··· Supplied information

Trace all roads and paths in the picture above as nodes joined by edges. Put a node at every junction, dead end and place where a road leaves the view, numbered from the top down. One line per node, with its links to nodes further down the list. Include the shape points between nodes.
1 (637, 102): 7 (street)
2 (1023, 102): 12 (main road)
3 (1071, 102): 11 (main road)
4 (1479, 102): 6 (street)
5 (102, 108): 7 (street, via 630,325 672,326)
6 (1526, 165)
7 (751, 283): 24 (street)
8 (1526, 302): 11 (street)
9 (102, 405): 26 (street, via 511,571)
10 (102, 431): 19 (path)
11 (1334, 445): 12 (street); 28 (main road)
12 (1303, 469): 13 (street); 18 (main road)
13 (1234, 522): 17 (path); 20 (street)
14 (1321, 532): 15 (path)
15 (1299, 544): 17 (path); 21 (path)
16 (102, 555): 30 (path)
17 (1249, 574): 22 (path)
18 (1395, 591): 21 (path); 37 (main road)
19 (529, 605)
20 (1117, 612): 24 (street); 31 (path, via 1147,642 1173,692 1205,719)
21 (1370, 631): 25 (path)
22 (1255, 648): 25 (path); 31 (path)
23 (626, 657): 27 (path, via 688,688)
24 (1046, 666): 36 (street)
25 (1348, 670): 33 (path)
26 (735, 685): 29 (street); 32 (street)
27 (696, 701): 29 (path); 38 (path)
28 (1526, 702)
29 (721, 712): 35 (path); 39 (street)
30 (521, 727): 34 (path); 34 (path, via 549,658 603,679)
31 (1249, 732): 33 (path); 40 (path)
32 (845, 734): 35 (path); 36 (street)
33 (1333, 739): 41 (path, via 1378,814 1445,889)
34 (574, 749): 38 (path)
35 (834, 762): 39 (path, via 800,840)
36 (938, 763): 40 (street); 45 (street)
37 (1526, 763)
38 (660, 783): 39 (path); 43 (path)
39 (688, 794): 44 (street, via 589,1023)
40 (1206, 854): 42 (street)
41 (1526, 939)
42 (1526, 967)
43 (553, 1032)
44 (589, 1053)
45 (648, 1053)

······

▶ **What is being asked**
A word-for-word transcription of the material is required.

▶ **Answer box**
Trace all roads and paths in the picture above as nodes joined by edges. Put a node at every junction, dead end and place where a road leaves the view, numbered from the top down. One line per node, with its links to nodes further down the list. Include the shape points between nodes.
1 (637, 102): 7 (street)
2 (1023, 102): 12 (main road)
3 (1071, 102): 11 (main road)
4 (1479, 102): 6 (street)
5 (102, 108): 7 (street, via 630,325 672,326)
6 (1526, 165)
7 (751, 283): 24 (street)
8 (1526, 302): 11 (street)
9 (102, 405): 26 (street, via 511,571)
10 (102, 431): 19 (path)
11 (1334, 445): 12 (street); 28 (main road)
12 (1303, 469): 13 (street); 18 (main road)
13 (1234, 522): 17 (path); 20 (street)
14 (1321, 532): 15 (path)
15 (1299, 544): 17 (path); 21 (path)
16 (102, 555): 30 (path)
17 (1249, 574): 22 (path)
18 (1395, 591): 21 (path); 37 (main road)
19 (529, 605)
20 (1117, 612): 24 (street); 31 (path, via 1147,642 1173,692 1205,719)
21 (1370, 631): 25 (path)
22 (1255, 648): 25 (path); 31 (path)
23 (626, 657): 27 (path, via 688,688)
24 (1046, 666): 36 (street)
25 (1348, 670): 33 (path)
26 (735, 685): 29 (street); 32 (street)
27 (696, 701): 29 (path); 38 (path)
28 (1526, 702)
29 (721, 712): 35 (path); 39 (street)
30 (521, 727): 34 (path); 34 (path, via 549,658 603,679)
31 (1249, 732): 33 (path); 40 (path)
32 (845, 734): 35 (path); 36 (street)
33 (1333, 739): 41 (path, via 1378,814 1445,889)
34 (574, 749): 38 (path)
35 (834, 762): 39 (path, via 800,840)
36 (938, 763): 40 (street); 45 (street)
37 (1526, 763)
38 (660, 783): 39 (path); 43 (path)
39 (688, 794): 44 (street, via 589,1023)
40 (1206, 854): 42 (street)
41 (1526, 939)
42 (1526, 967)
43 (553, 1032)
44 (589, 1053)
45 (648, 1053)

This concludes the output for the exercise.